- US 59 highlighted in red

Route information
- Maintained by Iowa DOT
- Length: 215.191 mi (346.316 km)
- Existed: 1934–present

Major junctions
- South end: US 59 near Northboro
- US 34 near Emerson; US 6 near Oakland; I-80 at Avoca; US 30 at Denison; US 20 at Holstein; US 18 at Sanborn;
- North end: US 59 near Bigelow, MN

Location
- Country: United States
- State: Iowa
- Counties: Fremont; Page; Mills; Pottawattamie; Shelby; Crawford; Ida; Cherokee; O'Brien; Osceola;

Highway system
- United States Numbered Highway System; List; Special; Divided; Iowa Primary Highway System; Interstate; US; State; Secondary; Scenic;
| ← Iowa 58 |  | → Iowa 60 |

= U.S. Route 59 in Iowa =

Segment of American highway

U.S. Highway 59 (US 59) is a United States Highway that transverses the western third of Iowa. It begins at the Missouri state line southwest of Northboro and travels north in a zigzag pattern through Shenandoah, Avoca, Denison, and Cherokee. It ends at the Minnesota state line east of Bigelow, Minnesota. The highway was designated in 1934, although a concerted effort of community officials along today's route sought to bring a U.S. Highway to their cities for several years prior to US 59's creation.

==Route description==
US 59 enters the state in southeastern Fremont County in southwest Iowa. It heads north for about 10 mi when it eases to the east and aligns with the Fremont–Page county line. Along that line, the highway enters Shenandoah where it meets Iowa 2 on the southern end of the town and Iowa 48 on the northern end. The road continues north along the county boundary, only ducking back into Fremont County shortly before entering Mills County. The highway heads due north until it reaches Emerson. There, the highway bears slightly to the west and crosses US 34. There is a one-quadrant interchange that joins US 59 and US 34 as the two routes do not meet directly.

The highway continues north on a straight line to Carson. There, there is a similar interchange with Iowa 92 as there was with US 34, except that these two routes are connected by a two-quadrant interchange. As the road approaches Oakland from the south, it is joined by US 6 from the west. The two routes run together into Oakland and then split as they exit the town's northeast side. The highway roughly follows the course of the West Nishnabotna River from there to Hancock. The highway has a short jog to the east and then returns to its northern course and into Avoca. In Avoca, the highway meets Iowa 83, which heads east toward Walnut and Atlantic. Prior to 2003, Iowa 83 continued west to Minden, but that roadway is now known as County Road G18 (CR G18). On the northern end of town, there is an interchange with I-80.

Buildings and structures around Ida Grove have a castle motif

North of I-80, US 59 enters Shelby County and into Harlan. It meets Iowa 44 there on the western side of the city.
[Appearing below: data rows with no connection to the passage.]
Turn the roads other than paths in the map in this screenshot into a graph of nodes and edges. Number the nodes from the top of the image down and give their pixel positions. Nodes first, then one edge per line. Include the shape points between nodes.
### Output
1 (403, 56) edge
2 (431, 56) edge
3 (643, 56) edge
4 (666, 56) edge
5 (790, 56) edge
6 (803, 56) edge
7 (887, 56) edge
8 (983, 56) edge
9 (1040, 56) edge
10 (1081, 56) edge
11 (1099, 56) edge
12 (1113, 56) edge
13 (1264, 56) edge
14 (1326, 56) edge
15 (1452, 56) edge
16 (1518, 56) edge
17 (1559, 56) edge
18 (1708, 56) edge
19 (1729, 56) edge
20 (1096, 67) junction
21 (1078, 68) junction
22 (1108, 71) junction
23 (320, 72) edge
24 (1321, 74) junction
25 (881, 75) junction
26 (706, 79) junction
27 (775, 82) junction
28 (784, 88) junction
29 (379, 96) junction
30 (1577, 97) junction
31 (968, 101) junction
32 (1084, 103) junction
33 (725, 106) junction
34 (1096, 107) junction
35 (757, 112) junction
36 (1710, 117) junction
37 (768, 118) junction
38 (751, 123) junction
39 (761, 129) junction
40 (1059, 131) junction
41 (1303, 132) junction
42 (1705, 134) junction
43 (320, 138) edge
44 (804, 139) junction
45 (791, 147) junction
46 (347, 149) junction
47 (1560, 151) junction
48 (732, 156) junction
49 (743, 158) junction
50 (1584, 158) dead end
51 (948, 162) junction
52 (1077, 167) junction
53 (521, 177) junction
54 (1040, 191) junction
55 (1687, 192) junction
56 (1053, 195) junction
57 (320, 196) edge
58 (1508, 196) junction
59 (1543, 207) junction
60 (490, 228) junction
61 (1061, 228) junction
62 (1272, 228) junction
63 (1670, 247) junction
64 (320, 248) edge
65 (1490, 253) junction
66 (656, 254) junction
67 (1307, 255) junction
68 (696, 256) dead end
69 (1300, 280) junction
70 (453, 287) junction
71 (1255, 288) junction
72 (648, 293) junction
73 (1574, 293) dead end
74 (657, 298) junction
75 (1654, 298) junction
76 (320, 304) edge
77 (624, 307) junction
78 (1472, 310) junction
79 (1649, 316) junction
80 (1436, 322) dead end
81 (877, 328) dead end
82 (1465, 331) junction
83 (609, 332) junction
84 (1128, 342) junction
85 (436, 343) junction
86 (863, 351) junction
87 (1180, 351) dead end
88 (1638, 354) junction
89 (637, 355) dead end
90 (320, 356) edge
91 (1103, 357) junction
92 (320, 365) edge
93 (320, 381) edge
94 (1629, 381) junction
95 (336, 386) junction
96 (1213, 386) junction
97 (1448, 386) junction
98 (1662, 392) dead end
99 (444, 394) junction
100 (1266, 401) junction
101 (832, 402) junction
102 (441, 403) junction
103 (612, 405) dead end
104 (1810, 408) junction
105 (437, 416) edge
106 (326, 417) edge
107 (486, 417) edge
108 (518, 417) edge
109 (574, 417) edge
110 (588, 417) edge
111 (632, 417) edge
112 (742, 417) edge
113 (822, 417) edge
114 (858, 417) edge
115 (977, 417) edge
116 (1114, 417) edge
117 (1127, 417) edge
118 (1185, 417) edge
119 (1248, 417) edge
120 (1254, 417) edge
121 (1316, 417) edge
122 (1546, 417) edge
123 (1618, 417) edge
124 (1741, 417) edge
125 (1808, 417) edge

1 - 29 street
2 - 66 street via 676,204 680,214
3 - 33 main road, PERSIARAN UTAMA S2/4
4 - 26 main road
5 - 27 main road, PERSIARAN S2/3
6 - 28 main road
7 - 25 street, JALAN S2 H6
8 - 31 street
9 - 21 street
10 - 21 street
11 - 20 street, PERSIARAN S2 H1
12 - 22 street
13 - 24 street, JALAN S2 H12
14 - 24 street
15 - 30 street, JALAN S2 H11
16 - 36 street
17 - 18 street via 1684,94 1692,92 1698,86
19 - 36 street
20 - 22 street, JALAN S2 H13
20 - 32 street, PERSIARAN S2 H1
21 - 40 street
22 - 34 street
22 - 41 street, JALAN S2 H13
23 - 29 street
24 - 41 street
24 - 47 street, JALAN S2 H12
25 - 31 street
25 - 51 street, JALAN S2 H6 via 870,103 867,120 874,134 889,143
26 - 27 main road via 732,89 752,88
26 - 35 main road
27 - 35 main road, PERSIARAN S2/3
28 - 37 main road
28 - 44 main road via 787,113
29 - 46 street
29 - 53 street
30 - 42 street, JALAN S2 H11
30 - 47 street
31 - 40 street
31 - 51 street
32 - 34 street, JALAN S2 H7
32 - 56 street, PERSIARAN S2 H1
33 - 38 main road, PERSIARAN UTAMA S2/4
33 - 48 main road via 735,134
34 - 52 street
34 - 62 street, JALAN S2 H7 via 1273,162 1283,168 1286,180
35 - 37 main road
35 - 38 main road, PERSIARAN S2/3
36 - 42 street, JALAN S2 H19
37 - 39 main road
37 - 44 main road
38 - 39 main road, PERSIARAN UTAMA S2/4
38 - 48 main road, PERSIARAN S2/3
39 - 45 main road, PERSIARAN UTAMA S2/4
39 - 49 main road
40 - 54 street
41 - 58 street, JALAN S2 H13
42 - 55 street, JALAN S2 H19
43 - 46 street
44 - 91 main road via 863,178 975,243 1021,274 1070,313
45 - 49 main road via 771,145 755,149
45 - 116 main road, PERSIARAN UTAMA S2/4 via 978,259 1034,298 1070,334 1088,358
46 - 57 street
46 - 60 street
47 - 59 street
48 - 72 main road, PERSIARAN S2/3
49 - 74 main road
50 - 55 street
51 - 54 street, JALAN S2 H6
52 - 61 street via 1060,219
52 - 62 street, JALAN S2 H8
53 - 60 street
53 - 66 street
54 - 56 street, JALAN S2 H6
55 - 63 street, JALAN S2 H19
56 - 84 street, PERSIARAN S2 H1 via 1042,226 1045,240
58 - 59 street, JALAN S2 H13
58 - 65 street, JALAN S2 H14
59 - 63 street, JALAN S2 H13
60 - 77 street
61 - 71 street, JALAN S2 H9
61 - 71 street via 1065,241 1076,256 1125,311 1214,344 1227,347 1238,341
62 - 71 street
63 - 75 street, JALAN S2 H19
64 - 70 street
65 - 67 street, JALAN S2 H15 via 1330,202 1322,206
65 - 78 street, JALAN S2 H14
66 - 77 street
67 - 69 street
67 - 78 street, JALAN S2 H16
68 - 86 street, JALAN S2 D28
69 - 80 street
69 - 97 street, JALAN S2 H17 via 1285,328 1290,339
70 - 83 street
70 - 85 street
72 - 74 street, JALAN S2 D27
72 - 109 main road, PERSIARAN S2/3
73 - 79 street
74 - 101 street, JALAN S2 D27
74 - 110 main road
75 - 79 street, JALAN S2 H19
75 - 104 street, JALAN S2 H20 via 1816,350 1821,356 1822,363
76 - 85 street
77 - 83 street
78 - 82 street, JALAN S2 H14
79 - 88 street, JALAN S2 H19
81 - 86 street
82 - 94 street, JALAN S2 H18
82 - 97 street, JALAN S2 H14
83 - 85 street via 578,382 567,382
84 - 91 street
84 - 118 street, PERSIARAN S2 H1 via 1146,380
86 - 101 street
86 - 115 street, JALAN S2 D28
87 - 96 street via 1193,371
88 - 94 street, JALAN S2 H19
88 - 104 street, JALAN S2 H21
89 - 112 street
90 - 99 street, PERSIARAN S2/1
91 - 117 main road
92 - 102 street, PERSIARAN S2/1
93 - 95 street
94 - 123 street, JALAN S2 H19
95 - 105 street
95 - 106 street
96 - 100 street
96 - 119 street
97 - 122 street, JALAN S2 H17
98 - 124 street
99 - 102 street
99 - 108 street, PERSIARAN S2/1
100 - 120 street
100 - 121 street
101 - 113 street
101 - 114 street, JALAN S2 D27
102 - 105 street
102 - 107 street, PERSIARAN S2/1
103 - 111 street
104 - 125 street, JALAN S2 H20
Continuing north, it meets Iowa 37 a few miles east of Earling. After curving around Defiance, the road enters Crawford County and then meets Iowa 141 from the east. The two routes head north for about 7 mi until they reach Denison. There, the two routes are overlapped by US 30 for about 1/2 mi. Near the Boyer River, Iowa 39 intersects the two highways. Just beyond the city limits of Denison, Iowa 141 splits off to the west as US 59 remains on a northwestern vector.

South of Schleswig, the highway straightens out to the north and stays in that direction until it reaches Iowa 175 east of Ida Grove. As the highways enter Ida Grove, there is an 8 acre manmade lake featuring a half-scale replica of . The ship was commissioned by Ida Grove resident Byron Godbersen (1925–2003), who owned a manufacturing business in Ida Grove. Godbersen also built a few buildings and structures in a castle motif in order to stoke pride in the community. US 59 splits away from Iowa 175 on the outskirts of Ida Grove and heads north to US 20 near Holstein. The two roads overlap each other for about a mile before US 59 turns to the north once again.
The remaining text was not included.